━━ STUDY MATERIAL ━━

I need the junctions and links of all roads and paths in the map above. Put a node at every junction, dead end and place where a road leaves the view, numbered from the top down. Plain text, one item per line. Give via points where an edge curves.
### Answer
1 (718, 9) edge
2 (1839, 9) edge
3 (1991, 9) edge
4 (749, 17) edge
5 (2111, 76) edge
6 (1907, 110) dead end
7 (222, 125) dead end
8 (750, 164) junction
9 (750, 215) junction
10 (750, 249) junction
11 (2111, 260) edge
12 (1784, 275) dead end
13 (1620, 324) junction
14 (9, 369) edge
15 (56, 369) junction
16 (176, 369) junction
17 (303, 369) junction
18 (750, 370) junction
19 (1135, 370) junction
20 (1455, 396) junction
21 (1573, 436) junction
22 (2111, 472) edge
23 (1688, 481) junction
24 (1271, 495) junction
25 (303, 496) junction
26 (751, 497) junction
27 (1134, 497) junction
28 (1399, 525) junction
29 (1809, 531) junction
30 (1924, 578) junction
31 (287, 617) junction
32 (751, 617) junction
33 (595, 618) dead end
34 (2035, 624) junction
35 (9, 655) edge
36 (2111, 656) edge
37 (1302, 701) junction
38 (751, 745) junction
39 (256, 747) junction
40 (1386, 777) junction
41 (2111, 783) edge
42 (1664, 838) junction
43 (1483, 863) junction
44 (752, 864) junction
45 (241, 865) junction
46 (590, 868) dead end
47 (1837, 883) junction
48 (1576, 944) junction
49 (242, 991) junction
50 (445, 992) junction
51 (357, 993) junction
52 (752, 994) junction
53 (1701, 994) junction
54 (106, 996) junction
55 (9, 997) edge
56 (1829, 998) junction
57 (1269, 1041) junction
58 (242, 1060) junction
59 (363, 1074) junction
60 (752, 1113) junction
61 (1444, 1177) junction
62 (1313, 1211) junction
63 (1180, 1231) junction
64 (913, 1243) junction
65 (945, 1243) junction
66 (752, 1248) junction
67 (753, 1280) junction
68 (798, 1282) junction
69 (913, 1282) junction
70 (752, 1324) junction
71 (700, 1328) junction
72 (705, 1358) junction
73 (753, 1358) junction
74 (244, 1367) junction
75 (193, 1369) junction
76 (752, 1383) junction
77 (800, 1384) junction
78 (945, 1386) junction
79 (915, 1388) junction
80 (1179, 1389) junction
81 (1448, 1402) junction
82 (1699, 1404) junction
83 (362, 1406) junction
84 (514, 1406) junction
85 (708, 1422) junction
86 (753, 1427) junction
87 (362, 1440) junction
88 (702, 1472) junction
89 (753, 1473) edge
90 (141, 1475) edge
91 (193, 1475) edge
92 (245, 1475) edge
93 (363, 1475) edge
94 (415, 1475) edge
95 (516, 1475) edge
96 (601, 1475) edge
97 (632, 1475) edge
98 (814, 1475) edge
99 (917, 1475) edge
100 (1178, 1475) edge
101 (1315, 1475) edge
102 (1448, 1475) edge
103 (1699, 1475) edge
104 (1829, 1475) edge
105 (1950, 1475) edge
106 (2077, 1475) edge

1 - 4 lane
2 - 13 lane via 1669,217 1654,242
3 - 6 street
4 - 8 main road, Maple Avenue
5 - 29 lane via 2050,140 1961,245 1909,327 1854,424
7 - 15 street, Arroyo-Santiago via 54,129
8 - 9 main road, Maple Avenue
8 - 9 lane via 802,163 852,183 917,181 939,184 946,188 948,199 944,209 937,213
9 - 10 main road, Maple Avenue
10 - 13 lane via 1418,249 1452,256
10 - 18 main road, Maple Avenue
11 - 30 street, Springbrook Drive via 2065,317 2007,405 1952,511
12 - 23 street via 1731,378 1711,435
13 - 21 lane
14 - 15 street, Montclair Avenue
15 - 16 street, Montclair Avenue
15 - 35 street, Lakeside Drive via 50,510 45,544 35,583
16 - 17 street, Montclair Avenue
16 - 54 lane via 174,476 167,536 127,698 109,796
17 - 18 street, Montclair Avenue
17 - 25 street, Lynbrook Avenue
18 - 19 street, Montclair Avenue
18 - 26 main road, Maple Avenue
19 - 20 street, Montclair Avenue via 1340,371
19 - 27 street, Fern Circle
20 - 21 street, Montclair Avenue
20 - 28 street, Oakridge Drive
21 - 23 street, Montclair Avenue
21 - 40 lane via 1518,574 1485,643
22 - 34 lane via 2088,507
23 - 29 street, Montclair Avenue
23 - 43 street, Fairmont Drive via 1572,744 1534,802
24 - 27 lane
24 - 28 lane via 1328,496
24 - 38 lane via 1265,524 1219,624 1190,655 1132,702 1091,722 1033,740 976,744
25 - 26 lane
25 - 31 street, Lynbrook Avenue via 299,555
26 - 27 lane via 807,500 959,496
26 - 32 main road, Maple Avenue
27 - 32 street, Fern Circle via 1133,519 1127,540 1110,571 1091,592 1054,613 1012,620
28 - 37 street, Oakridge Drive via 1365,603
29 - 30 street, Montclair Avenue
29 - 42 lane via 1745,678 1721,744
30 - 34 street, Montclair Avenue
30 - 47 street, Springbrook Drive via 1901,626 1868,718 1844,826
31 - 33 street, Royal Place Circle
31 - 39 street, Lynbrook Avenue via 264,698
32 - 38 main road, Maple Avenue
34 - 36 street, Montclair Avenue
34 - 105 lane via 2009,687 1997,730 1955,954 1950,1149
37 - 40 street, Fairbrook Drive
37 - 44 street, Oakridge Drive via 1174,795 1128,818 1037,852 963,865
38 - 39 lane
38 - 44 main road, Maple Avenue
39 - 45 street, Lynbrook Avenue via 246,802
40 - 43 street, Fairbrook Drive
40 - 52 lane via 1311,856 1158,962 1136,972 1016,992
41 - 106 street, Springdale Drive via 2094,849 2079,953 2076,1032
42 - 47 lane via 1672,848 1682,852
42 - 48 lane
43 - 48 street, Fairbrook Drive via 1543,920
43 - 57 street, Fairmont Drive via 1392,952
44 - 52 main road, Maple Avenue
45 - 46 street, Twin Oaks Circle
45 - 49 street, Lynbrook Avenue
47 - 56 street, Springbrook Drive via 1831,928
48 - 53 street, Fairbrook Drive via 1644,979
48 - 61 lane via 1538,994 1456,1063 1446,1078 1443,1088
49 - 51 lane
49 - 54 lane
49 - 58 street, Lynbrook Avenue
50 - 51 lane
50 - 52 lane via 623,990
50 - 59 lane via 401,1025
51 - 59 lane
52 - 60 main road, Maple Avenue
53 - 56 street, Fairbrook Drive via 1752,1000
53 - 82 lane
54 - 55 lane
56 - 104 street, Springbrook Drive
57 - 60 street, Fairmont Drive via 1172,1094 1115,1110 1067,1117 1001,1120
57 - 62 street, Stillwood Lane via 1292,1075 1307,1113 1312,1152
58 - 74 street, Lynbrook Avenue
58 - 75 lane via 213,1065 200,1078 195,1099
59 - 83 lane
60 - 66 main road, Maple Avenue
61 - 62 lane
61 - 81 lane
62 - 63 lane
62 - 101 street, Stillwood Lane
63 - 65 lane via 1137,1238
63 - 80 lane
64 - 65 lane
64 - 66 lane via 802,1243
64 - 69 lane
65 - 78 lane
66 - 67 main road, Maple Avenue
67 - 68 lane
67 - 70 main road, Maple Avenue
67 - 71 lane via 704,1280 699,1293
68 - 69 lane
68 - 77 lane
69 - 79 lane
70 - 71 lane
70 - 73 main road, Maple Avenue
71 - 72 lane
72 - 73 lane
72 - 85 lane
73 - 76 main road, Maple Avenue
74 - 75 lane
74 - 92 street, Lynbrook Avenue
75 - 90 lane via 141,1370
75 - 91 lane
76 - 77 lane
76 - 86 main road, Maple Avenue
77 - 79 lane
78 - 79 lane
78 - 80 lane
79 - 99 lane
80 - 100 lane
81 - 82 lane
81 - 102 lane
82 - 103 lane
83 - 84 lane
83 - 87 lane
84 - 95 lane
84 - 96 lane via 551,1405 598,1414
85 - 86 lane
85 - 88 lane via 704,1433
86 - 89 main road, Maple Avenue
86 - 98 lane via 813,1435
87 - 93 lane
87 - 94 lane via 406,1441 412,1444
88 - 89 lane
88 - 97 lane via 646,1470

━━━

WHAT YOU ARE ASKED TO DO =
Report every line from the material above that mentions the word "Montclair".

WRITTEN RESPONSE =
14 - 15 street, Montclair Avenue
15 - 16 street, Montclair Avenue
16 - 17 street, Montclair Avenue
17 - 18 street, Montclair Avenue
18 - 19 street, Montclair Avenue
19 - 20 street, Montclair Avenue via 1340,371
20 - 21 street, Montclair Avenue
21 - 23 street, Montclair Avenue
23 - 29 street, Montclair Avenue
29 - 30 street, Montclair Avenue
30 - 34 street, Montclair Avenue
34 - 36 street, Montclair Avenue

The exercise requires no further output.